New Delhi: Global highway construction companies and toll-road operators are set to enter India following the government’s decision to increase the size and scale of contracts, which will make it viable for these companies to build and operate highways.
“Many international companies are indeed planning to enter the Indian market,” confirmed a road transport and highways ministry official, who didn’t wish to be named.
The policy was approved in principle last year, but it is only now that these contracts will be put up for bidding, within the next few months.
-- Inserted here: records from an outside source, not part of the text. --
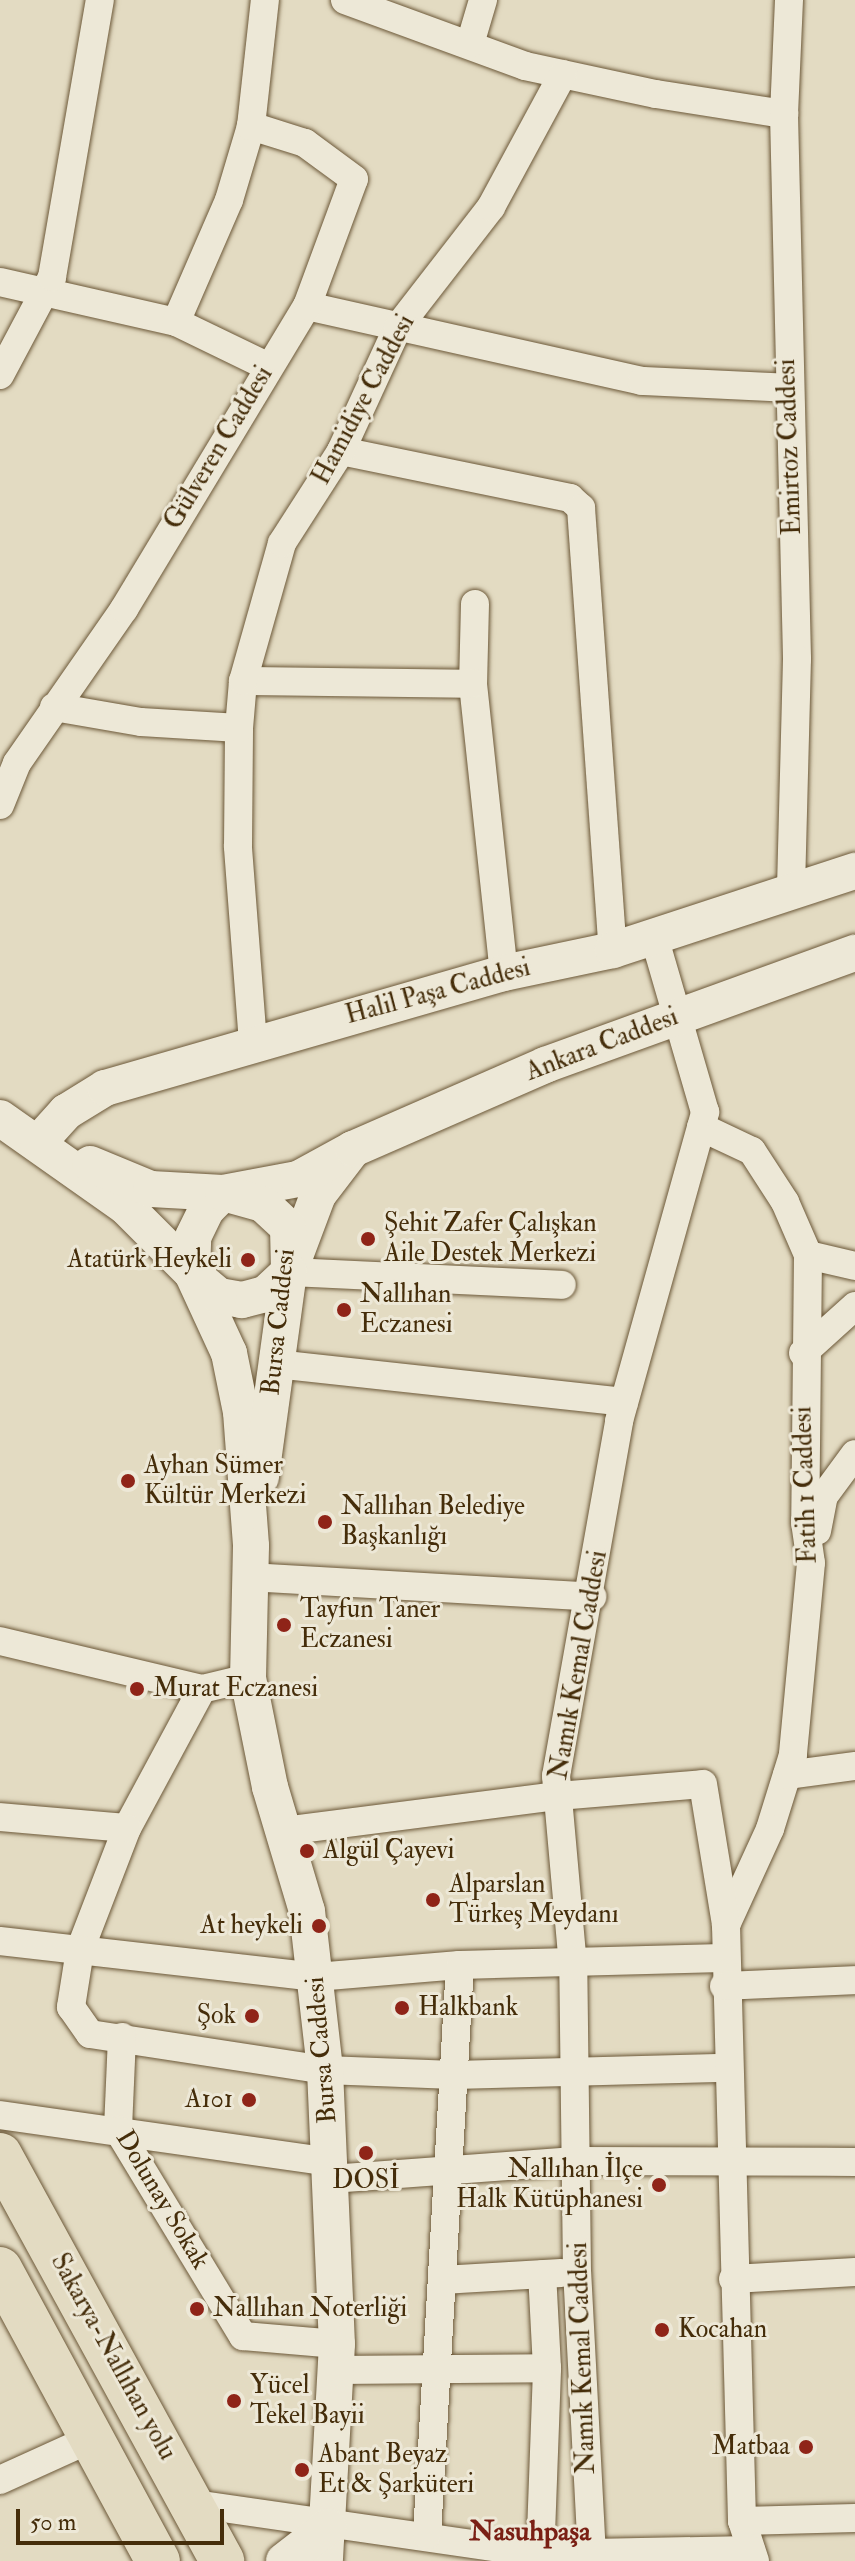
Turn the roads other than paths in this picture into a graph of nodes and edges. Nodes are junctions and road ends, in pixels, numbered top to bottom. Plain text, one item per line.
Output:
1 (100, 0) edge
2 (265, 0) edge
3 (345, 0) edge
4 (483, 0) edge
5 (789, 0) edge
6 (470, 44) junction
7 (563, 74) junction
8 (784, 114) junction
9 (251, 126) junction
10 (0, 282) edge
11 (47, 293) junction
12 (307, 306) junction
13 (176, 322) junction
14 (398, 327) junction
15 (269, 367) junction
16 (0, 375) edge
17 (788, 388) junction
18 (341, 451) junction
19 (475, 604) dead end
20 (243, 681) junction
21 (473, 684) junction
22 (54, 707) junction
23 (239, 728) junction
24 (0, 805) edge
25 (855, 871) edge
26 (791, 894) junction
27 (654, 937) junction
28 (613, 950) junction
29 (855, 953) edge
30 (504, 973) junction
31 (680, 1014) junction
32 (253, 1043) junction
33 (0, 1118) edge
34 (701, 1127) junction
35 (38, 1143) junction
36 (353, 1149) junction
37 (223, 1193) junction
38 (808, 1255) junction
39 (855, 1266) edge
40 (289, 1272) junction
41 (192, 1273) junction
42 (562, 1285) dead end
43 (855, 1306) edge
44 (803, 1353) junction
45 (276, 1364) junction
46 (624, 1402) junction
47 (855, 1454) edge
48 (251, 1562) junction
49 (811, 1563) junction
50 (592, 1597) junction
51 (0, 1641) edge
52 (248, 1678) junction
53 (202, 1689) junction
54 (855, 1766) edge
55 (787, 1775) junction
56 (558, 1796) junction
57 (0, 1817) edge
58 (127, 1828) junction
59 (284, 1831) junction
60 (726, 1925) junction
61 (0, 1941) edge
62 (80, 1950) junction
63 (460, 1965) junction
64 (573, 1966) junction
65 (723, 1972) junction
66 (316, 1977) junction
67 (855, 1980) edge
68 (122, 2037) junction
69 (727, 2068) junction
70 (325, 2070) junction
71 (574, 2072) junction
72 (454, 2075) junction
73 (0, 2115) edge
74 (118, 2130) junction
75 (0, 2155) edge
76 (732, 2160) junction
77 (578, 2161) junction
78 (855, 2162) edge
79 (332, 2171) junction
80 (446, 2172) junction
81 (0, 2269) edge
82 (577, 2272) junction
83 (855, 2272) edge
84 (542, 2274) junction
85 (733, 2279) junction
86 (442, 2280) junction
87 (336, 2357) junction
88 (547, 2368) junction
89 (439, 2372) junction
90 (95, 2437) junction
91 (0, 2480) edge
92 (195, 2504) junction
93 (855, 2518) edge
94 (742, 2521) junction
95 (427, 2535) junction
96 (326, 2544) edge
97 (592, 2556) junction
98 (753, 2556) edge
99 (540, 2557) edge
100 (651, 2558) edge
101 (158, 2561) edge
102 (222, 2561) edge
103 (284, 2561) edge

1 - 11 street
2 - 9 street
3 - 6 street
4 - 6 street
5 - 8 street, Emirtoz Caddesi
6 - 7 street
7 - 8 street
7 - 14 street, Hamidiye Caddesi
8 - 17 street, Emirtoz Caddesi
9 - 12 street, Gülveren Caddesi
9 - 13 street
10 - 11 street
11 - 13 street
11 - 16 street
12 - 14 street
12 - 15 street, Gülveren Caddesi
13 - 15 street
14 - 17 street
14 - 18 street, Hamidiye Caddesi
15 - 22 street, Gülveren Caddesi
17 - 26 street, Emirtoz Caddesi
18 - 20 street, Hamidiye Caddesi
18 - 28 street
19 - 21 street
20 - 21 street
20 - 23 street, Hamidiye Caddesi
21 - 30 street
22 - 23 street
22 - 24 street, Gülveren Caddesi
23 - 32 street, Hamidiye Caddesi
25 - 26 street, Halil Paşa Caddesi
26 - 27 street, Halil Paşa Caddesi
27 - 28 street, Halil Paşa Caddesi
27 - 31 street, Namık Kemal Caddesi
28 - 30 street, Halil Paşa Caddesi
29 - 31 street, Ankara Caddesi
30 - 32 street, Halil Paşa Caddesi
31 - 34 street, Namık Kemal Caddesi
31 - 36 street, Ankara Caddesi
32 - 35 street, Halil Paşa Caddesi
33 - 35 street
34 - 38 street, Fatih 1 Caddesi
34 - 46 street, Namık Kemal Caddesi
35 - 37 street, Bursa Caddesi
35 - 41 street, Bursa Caddesi
36 - 37 street, Ankara Caddesi
36 - 40 street, Ankara Caddesi
37 - 40 street, Bursa Caddesi
37 - 41 street
38 - 39 street
38 - 44 street, Fatih 1 Caddesi
40 - 41 street
40 - 42 street
40 - 45 street, Bursa Caddesi
41 - 48 street, Bursa Caddesi
43 - 44 street
44 - 49 street, Fatih 1 Caddesi
45 - 46 street
45 - 48 street, Bursa Caddesi
46 - 50 street, Namık Kemal Caddesi
47 - 49 street
48 - 50 street
48 - 52 street, Bursa Caddesi
49 - 55 street, Fatih 1 Caddesi
50 - 56 street, Namık Kemal Caddesi
51 - 53 street
52 - 53 street
52 - 59 street, Bursa Caddesi
53 - 58 street
54 - 55 street
55 - 60 street, Fatih 1 Caddesi
56 - 59 street
56 - 60 street
56 - 64 street, Namık Kemal Caddesi
57 - 58 street
58 - 62 street
59 - 66 street, Bursa Caddesi
60 - 65 street
61 - 62 street
62 - 66 street
62 - 68 street
63 - 64 street
63 - 66 street
63 - 72 street
64 - 65 street
64 - 71 street, Namık Kemal Caddesi
65 - 67 street
65 - 69 street
66 - 70 street, Bursa Caddesi
68 - 70 street
68 - 74 street, Dolunay Sokak
69 - 71 street
69 - 76 street
70 - 72 street
70 - 79 street, Bursa Caddesi
71 - 72 street
71 - 77 street, Namık Kemal Caddesi
72 - 80 street
73 - 74 street
74 - 79 street
74 - 87 street, Dolunay Sokak
75 - 92 main road, Sakarya-Nallıhan yolu
76 - 77 street
76 - 78 street
76 - 85 street
77 - 80 street
77 - 82 street, Namık Kemal Caddesi
79 - 80 street
79 - 87 street, Bursa Caddesi
80 - 86 street
81 - 90 main road, Sakarya-Nallıhan yolu
82 - 84 street
82 - 97 street, Namık Kemal Caddesi
83 - 85 street
84 - 86 street
84 - 88 street
85 - 94 street
86 - 89 street
87 - 89 street
87 - 96 street, Bursa Caddesi
88 - 89 street
88 - 99 street
89 - 95 street
90 - 91 street
90 - 101 main road, Sakarya-Nallıhan yolu
92 - 96 street
92 - 102 main road, Sakarya-Nallıhan yolu
93 - 94 street
94 - 98 street
95 - 96 street
95 - 99 street
96 - 103 street
97 - 99 street
97 - 100 street
98 - 100 street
The first of these projects will form part of the fifth phase of the National Highway Development Programme.
The average length of a highway contract has been fixed at 100-plus km, worth between Rs500 crore and Rs1,000 crore—a hike of 5-10 times from the current level, where contracts were in the Rs100 crore range with road lengths awarded in the 50-100km range.
Of the 33 lakh km of roads in India—one of the largest networks in the world— 66,000km are national highways. Although these highways constitute just 2% of the country’s roads, they carry 40% of the traffic.
Abertis Infraestructuras, a Barcelona-based company with interests in toll roads, telecommunications and logistics, has been in “informal talks” with the ministry officials about possible business opportunities in the roads sector. “One of our managing directors attended a conference in India, as part of which he spoke to government officials about doing business in India,” Toni Brunet, an Abertis spokesperson, confirmed.
The company directly manages 3,300km of tolled motorways across the world and has a stake in further 5,000km of roadways owned and operated by different consortia. And India is obviously on its radar. “It is quite clear that India seems to be a major market, not just in the roads sector, but also in airports and other infrastructure sectors,” Brunet said.
The company typically enters a new market by buying a stake in the existing concessionaires, rather than bidding for new projects. In some cases, it would also bid for a greenfield project by entering into a partnership with local companies.
About a year ago, the road transport and highways ministry decided that the package size of highway contracts would have to be increased to ensure quality and timelycompletion, said a ministry official. And now, as a result of the government’s decision, the larger companies of Europe and the US have begun to show interest. “These companies are likely to enter into joint ventures with Indian companies. However, some of themmay also want to start operations by themselves,” said the official.
“There will be a significant learning curve for foreign companies that plan to come here,” said Arvind Mahajan, an executive director covering the infrastructure sector for consulting firm KPMG International. “You cannot transfer learning from one market to another, but for some companies looking at annuities over a 30-year period, this is a very good market.”
Foreign companies—especially from China and Malaysia—have already entered the roads sector in India through joint ventures with local players, hoping to ride the highway construction wave that began with the Golden Quadrilateral project in 1997.
Leighton Asia, a unit of Australia-based Leighton Contractors Pty Ltd, recently announced that it had acquired a stake in two road projects measuring a total 121km.
A spokesperson for D S Constructions, which is building the longest build-operate transfer facility in India at Gurgaon, said the government must keep in mind that such projects, which are typically around 200km long, are difficult to implement. Land acquisition on a large scale, environmental clearances, financial closures are some of the difficulties projects of this size might face.
“This shift (towards larger highway contracts) has attracted the interest of large multinational players from Japan, Korea and Europe among others. However, most will initially prefer to undertake these projects in joint venture with established Indian players,” said D S Constructions.